SUPPLIED RECORDS –
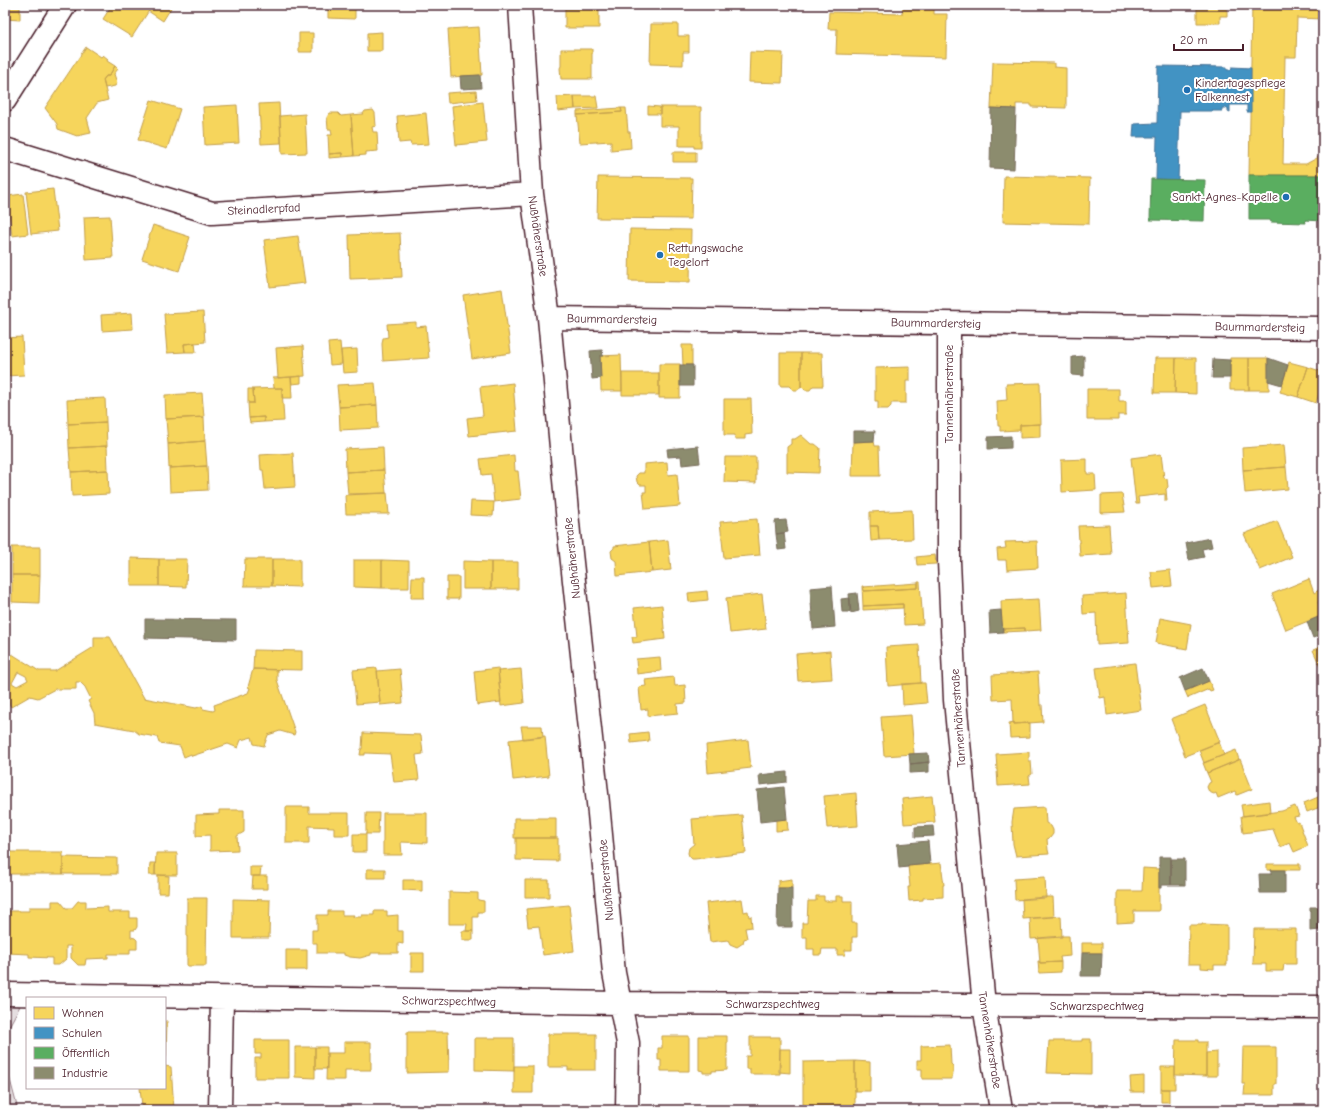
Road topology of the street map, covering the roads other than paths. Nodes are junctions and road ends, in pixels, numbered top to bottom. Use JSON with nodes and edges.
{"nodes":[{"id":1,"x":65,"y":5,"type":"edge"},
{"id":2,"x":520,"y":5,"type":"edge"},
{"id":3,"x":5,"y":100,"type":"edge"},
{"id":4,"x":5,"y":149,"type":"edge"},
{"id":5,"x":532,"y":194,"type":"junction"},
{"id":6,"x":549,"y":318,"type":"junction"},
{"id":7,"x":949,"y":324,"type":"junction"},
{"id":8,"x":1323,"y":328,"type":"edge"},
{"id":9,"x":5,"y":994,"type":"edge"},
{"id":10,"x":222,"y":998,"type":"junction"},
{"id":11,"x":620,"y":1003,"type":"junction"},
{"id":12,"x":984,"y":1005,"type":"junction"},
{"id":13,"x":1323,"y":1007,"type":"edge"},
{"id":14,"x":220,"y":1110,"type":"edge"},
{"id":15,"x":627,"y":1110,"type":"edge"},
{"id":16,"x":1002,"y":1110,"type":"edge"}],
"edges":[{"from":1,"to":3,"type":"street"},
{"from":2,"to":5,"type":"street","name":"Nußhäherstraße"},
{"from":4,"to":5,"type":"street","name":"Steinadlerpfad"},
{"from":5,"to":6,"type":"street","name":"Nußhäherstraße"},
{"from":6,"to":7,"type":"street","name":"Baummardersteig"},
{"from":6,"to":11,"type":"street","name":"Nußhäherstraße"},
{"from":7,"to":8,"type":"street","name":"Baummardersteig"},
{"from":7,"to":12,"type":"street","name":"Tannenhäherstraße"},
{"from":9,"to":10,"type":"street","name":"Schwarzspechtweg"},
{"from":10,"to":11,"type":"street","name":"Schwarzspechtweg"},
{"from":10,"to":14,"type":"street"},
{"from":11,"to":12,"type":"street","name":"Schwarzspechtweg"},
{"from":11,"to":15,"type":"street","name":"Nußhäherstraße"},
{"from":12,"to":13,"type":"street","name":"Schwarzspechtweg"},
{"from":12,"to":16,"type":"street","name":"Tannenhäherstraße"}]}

ASSIGNMENT – Whenever the word "Tannenhäherstraße" occurs in a line of the records, that line counts once; state the total alone.

FINISHED TASK – 2